Date

5-25-2023

Department

School of Behavioral Sciences

Degree

Doctor of Education in Community Care and Counseling (EdD)

Chair

Keena Cowsert

Keywords

Threat Assessment, Targeted Violence, School Psychology

Disciplines

Psychology

Abstract

Preventing acts of targeted violence in schools is a necessary good because of institutional and social harms. Acts of targeted violence in school are low probability, though high-impact events have often garnered a high degree of media attention and thus attention from society at large. In lieu of attempts at perpetrator profiling, current best practice approaches emphasize prevention and intervention measures that consider the environmental factors such as school climate that can serve to incubate school violence. School psychology as a field straddles education and applied psychology. For this reason, school psychologists are often called upon to participate in threat assessment for targeted violence.
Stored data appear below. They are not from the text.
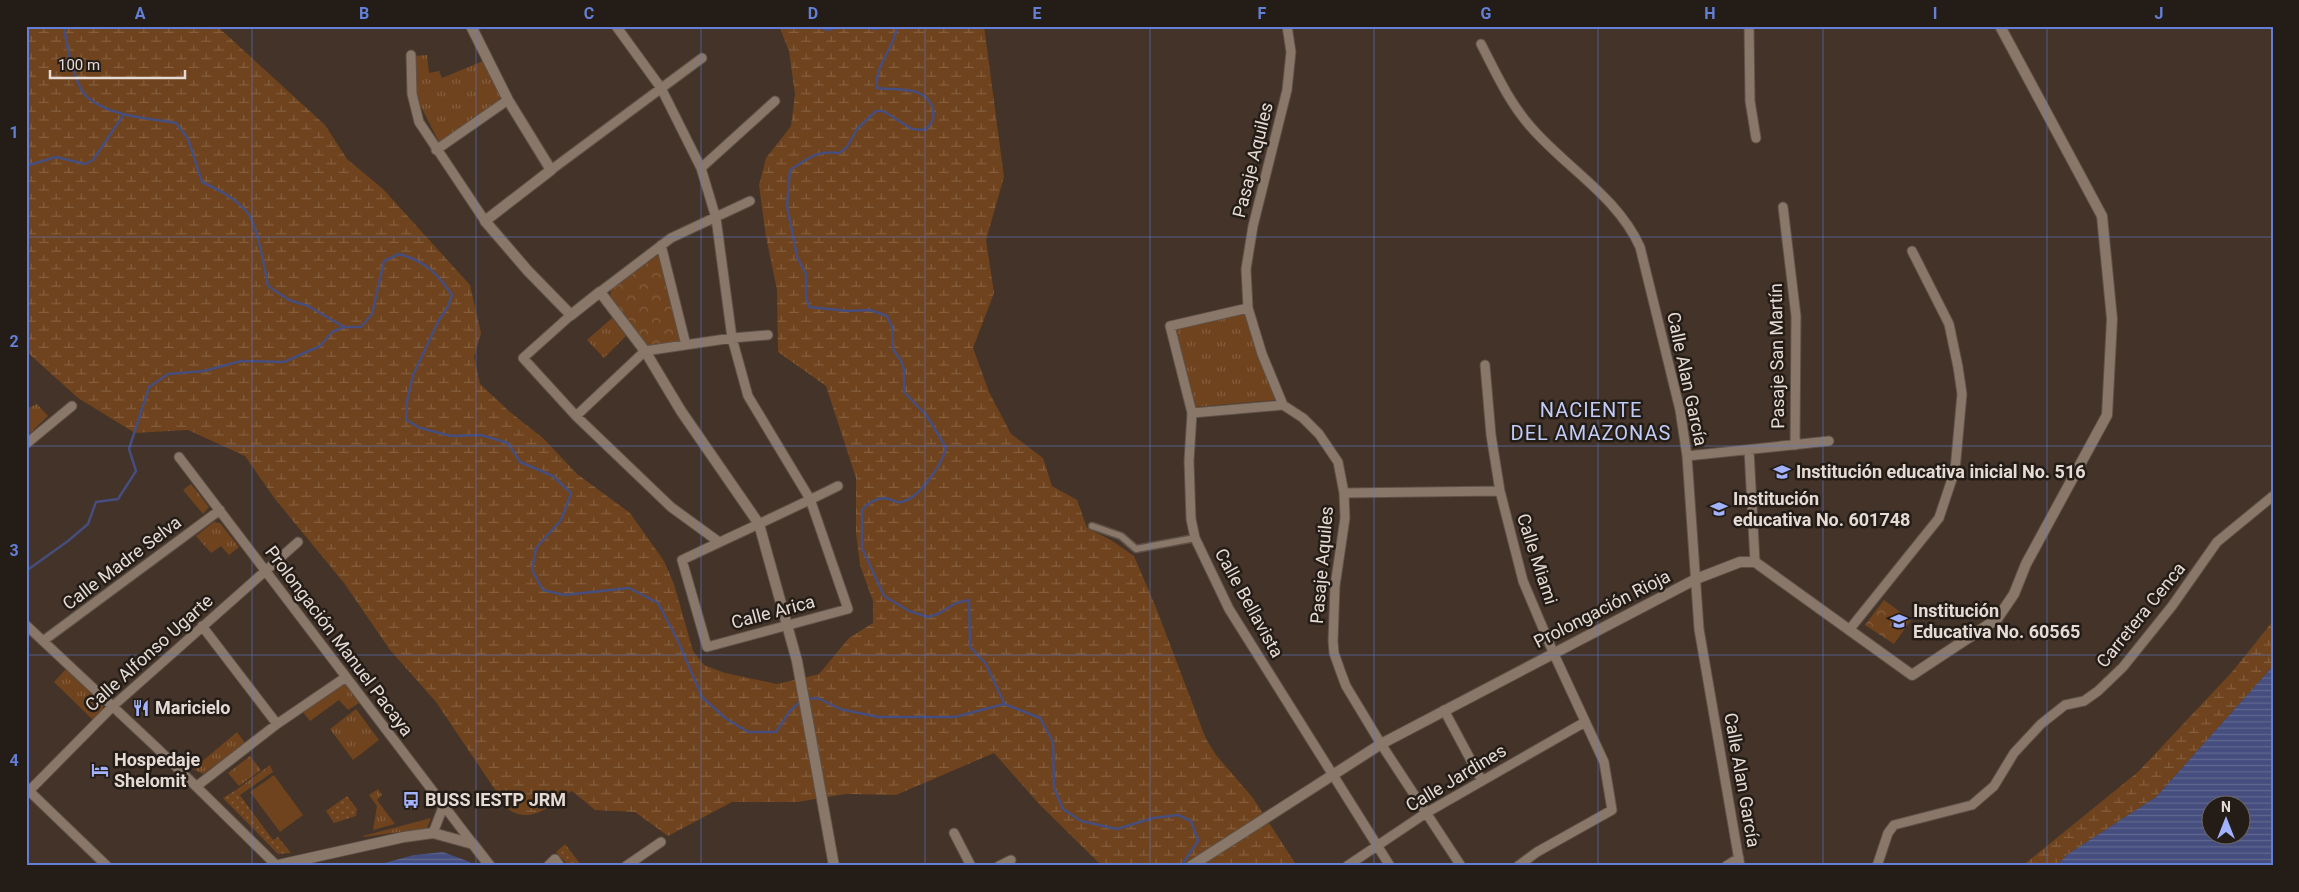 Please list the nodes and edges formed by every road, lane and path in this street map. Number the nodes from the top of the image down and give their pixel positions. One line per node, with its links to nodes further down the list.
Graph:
1 (470, 26): 10 (street)
2 (616, 26): 9 (street)
3 (1286, 26): 23 (street, Pasaje Aquiles)
4 (1749, 26): 12 (street)
5 (2000, 26): 57 (street)
6 (1481, 44): 38 (street, Calle Alan García)
7 (411, 55): 13 (street)
8 (702, 58): 9 (street)
9 (660, 88): 14 (street); 15 (street)
10 (508, 100): 13 (street); 15 (street)
11 (775, 101): 14 (street)
12 (1756, 138)
13 (436, 150): 19 (street)
14 (701, 168): 18 (street)
15 (551, 170): 19 (street)
16 (750, 201): 18 (street)
17 (1783, 207): 36 (street, Pasaje San Martín)
18 (716, 218): 20 (street); 26 (street)
19 (485, 221): 24 (street)
20 (661, 246): 22 (street); 27 (street)
21 (1912, 251): 57 (street)
22 (600, 292): 24 (street); 28 (street)
23 (1248, 308): 30 (street, Pasaje Aquiles); 32 (street, Calle Bellavista)
24 (571, 316): 33 (street)
25 (768, 335): 26 (street)
26 (732, 338): 27 (street); 44 (street)
27 (686, 345): 28 (street)
28 (645, 351): 33 (street); 46 (street)
29 (1485, 365): 41 (street, Calle Miami)
30 (1283, 405): 32 (street); 42 (street, Pasaje Aquiles)
31 (72, 406): 35 (street)
32 (1192, 413): 48 (street, Calle Bellavista)
33 (576, 416): 50 (street)
34 (1829, 441): 36 (street)
35 (26, 444)
36 (1795, 445): 37 (street)
37 (1748, 450): 38 (street); 51 (street)
38 (1687, 456): 53 (street, Calle Alan García)
39 (179, 457): 45 (street, Prolongación Manuel Pacaya)
40 (838, 486): 44 (street)
41 (1500, 491): 42 (street); 59 (street, Calle Miami)
42 (1344, 494): 65 (street, Pasaje Aquiles)
43 (2273, 496): 94 (street, Carretera Cenca)
44 (810, 500): 46 (street); 55 (street, Calle Arica)
45 (220, 510): 52 (street, Prolongación Manuel Pacaya); 58 (street, Calle Madre Selva)
46 (759, 524): 50 (street); 55 (street)
47 (1092, 526): 48 (street)
48 (1195, 538): 66 (street, Calle Bellavista)
49 (298, 542): 52 (street, Calle Alfonso Ugarte)
50 (719, 542): 55 (street, Calle Arica)
51 (1755, 562): 53 (street, Prolongación Rioja); 57 (street)
52 (265, 570): 54 (street, Calle Alfonso Ugarte); 60 (street, Prolongación Manuel Pacaya)
53 (1696, 578): 59 (street, Prolongación Rioja); 79 (street, Calle Alan García)
54 (202, 626): 61 (street, Calle Alfonso Ugarte); 64 (street)
55 (788, 626): 85 (street)
56 (28, 629): 58 (street)
57 (1849, 630)
58 (43, 641): 61 (street)
59 (1553, 652): 62 (street, Prolongación Rioja); 63 (street, Calle Miami)
60 (346, 677): 64 (street); 70 (street, Prolongación Manuel Pacaya)
61 (113, 706): 68 (street); 69 (street, Calle Alfonso Ugarte)
62 (1444, 710): 65 (street, Prolongación Rioja); 67 (street)
63 (1584, 722): 67 (street, Calle Jardines); 92 (street, Calle Miami)
64 (277, 724): 68 (street)
65 (1381, 744): 66 (street, Prolongación Rioja); 71 (street, Pasaje Aquiles)
66 (1333, 775): 76 (street, Calle Bellavista); 88 (street, Prolongación Rioja)
67 (1482, 781): 71 (street, Calle Jardines)
68 (197, 786): 80 (street)
69 (27, 791): 81 (street)
70 (443, 807): 72 (street); 75 (street, Prolongación Manuel Pacaya)
71 (1426, 813): 76 (street, Calle Jardines); 91 (street, Pasaje Aquiles)
72 (433, 833): 75 (street); 80 (street)
73 (954, 833): 86 (street)
74 (661, 842): 84 (street)
75 (473, 844): 82 (street)
76 (1378, 846): 89 (street, Calle Jardines); 90 (street, Calle Bellavista)
77 (1011, 860): 87 (street)
78 (558, 862): 83 (street)
79 (1739, 862): 93 (street)
80 (275, 865)
81 (106, 866)
82 (490, 866)
83 (548, 866)
84 (626, 866)
85 (834, 866)
86 (971, 866)
87 (999, 866)
88 (1191, 866)
89 (1347, 866)
90 (1390, 866)
91 (1461, 866)
92 (1518, 866)
93 (1726, 866)
94 (1876, 866)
Many applied helping fields, including school psychology, have recognized that there is a discernable gap between best-practice guidelines and actual practice. This study explored the gap between idealized guidelines and actual practices around threat assessments for targeted violence by undertaking phenomenological semi-structured interviews with current school psychologists using a hermeneutical approach. Open note taking was used to clarify themes, understand barriers, environmental factors, and other phenomenon which help to understand how practicing school psychologists conceive of and implement threat assessments for harm to others.